Go to the Transform tab → Use First Row as Headers
Right-click Column 1 → Rename → Month End
Right-click TranDate → Change Type → Using Locale → Date → English (US)
Select TranDate → Home → Reduce Rows → Remove Errors
Right-click TranDate → Rename → Date
Right-click Sum of Amount → Rename → Amount
Right-click Account → Change Type → Whole Number
Right-click Dept → Change Type → Whole Number
Right-click Amount → Change Type → Decimal Number

The query is now shaped up to be consistent with the previous output:

Figure 60 All files imported from a folder, preserving data based on the file properties.

Finally, you can complete the query:

Change the query name to ManualCombine
Home → Close & Load
And at this point you can build a PivotTable and prove that it matches the results you got in the previous section, with the only difference being that you’ve included a new field that was derived from the properties—something that is impossible using the easy Combine Binaries method.

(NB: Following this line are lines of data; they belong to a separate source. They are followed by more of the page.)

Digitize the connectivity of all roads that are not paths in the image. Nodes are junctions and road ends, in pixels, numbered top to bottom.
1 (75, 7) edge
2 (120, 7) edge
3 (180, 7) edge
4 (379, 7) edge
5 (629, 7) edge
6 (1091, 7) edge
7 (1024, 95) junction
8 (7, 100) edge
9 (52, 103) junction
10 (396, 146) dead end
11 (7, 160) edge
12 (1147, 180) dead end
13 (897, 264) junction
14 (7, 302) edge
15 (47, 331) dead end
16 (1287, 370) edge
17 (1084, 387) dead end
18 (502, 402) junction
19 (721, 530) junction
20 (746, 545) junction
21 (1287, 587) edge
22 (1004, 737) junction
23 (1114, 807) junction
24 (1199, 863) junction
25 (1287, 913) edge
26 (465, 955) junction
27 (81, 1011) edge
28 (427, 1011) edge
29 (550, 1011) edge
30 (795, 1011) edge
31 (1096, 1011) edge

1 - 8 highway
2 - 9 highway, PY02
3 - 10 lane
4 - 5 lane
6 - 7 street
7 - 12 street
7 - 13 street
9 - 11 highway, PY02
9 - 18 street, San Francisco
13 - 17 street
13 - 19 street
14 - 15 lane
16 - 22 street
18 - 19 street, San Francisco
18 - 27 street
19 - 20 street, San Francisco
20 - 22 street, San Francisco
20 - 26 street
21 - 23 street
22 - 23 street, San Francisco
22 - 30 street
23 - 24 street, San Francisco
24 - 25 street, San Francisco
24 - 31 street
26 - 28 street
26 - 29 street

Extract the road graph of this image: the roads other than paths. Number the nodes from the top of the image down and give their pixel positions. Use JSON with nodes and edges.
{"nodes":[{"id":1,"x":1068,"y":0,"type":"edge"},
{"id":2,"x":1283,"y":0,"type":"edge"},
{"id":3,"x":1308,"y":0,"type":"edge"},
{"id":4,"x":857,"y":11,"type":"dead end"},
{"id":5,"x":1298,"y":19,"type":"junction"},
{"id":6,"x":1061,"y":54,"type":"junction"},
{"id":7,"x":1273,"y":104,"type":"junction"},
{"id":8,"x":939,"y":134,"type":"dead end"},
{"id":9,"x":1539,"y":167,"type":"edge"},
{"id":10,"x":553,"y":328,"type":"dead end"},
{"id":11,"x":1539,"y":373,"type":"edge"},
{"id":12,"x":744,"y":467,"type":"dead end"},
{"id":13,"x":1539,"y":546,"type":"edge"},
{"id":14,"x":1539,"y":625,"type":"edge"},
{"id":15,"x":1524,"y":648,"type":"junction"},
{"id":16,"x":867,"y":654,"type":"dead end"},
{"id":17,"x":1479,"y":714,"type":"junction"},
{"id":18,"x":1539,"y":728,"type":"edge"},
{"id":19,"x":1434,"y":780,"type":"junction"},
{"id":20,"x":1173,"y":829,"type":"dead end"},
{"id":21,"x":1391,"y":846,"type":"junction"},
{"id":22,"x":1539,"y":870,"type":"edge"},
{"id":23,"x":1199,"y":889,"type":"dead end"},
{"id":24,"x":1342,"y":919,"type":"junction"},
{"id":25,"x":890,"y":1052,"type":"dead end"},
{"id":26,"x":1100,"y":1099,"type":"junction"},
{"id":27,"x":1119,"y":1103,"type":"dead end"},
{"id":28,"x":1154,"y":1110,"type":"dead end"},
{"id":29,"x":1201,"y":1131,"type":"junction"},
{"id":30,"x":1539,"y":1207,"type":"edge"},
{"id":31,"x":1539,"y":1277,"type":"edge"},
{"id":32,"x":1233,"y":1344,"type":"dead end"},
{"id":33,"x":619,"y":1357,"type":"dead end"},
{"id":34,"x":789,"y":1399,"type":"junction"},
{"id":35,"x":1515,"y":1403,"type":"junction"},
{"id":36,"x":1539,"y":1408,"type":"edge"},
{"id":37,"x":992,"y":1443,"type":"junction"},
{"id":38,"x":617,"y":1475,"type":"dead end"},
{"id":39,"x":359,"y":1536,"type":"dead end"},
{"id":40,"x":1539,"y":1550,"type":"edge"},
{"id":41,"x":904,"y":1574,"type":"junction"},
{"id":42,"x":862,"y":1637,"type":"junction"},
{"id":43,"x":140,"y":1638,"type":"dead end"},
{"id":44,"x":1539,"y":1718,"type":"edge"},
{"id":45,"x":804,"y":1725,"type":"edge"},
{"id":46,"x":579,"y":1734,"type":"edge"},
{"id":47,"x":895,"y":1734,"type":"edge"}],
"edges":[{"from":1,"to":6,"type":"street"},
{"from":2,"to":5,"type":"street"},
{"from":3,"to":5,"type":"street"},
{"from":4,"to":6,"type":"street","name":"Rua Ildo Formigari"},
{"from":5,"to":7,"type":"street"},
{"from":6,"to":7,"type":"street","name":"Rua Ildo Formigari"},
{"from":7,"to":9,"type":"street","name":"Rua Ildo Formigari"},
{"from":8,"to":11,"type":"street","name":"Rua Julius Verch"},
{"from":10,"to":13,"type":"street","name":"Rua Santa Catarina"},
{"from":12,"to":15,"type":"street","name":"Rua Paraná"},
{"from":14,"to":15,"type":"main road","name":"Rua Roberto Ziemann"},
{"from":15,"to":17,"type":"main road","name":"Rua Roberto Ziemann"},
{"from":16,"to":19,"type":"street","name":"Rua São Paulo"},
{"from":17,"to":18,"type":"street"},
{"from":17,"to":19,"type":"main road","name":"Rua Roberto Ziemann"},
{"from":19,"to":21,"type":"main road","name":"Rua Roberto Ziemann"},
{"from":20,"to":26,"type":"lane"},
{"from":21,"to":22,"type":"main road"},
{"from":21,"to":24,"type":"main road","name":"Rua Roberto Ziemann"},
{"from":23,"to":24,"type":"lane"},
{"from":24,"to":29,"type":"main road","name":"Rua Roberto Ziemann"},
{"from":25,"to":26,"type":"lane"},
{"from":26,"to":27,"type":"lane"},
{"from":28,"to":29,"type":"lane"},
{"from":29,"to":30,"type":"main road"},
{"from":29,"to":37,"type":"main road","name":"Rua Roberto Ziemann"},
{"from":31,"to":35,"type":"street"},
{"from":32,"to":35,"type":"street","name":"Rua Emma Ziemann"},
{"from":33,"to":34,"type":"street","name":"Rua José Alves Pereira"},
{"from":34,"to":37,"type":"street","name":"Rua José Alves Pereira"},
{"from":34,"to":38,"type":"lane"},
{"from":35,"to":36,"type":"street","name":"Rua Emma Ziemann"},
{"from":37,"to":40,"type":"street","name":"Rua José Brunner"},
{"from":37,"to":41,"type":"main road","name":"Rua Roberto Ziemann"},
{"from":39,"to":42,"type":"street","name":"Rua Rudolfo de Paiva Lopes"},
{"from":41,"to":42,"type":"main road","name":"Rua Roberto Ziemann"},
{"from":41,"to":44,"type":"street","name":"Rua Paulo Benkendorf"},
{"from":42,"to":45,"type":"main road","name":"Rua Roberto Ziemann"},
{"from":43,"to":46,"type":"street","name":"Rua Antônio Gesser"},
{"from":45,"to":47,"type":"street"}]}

Implications of the From Folder Feature

Importing files on an individual basis as described in Chapter 2 is generally the way people start building Power Query solutions. That approach can work well in any of the following scenarios:

Where the data set will grow slowly over time

Where the transformation requirements are different for each file in the folder

Where y ou didn’t realize the solution would expand over multiple files

If, however, you suspect that a solution may grow to be bigger than one file, and the data setup will be consistent, there is nothing to stop you from using the approach in this chapter as follows:

Set up a subfolder
Move your single file into that folder
Leverage the Import From Folder functionality against the subfolder

Yes, there is only one file in there today, but so what? As you get new files that pertain to the solution, you just throw them in the subfolder, and they are instantly part of your solution!

Sometimes a little foresight can go a long way in building solutions that stand the test of time.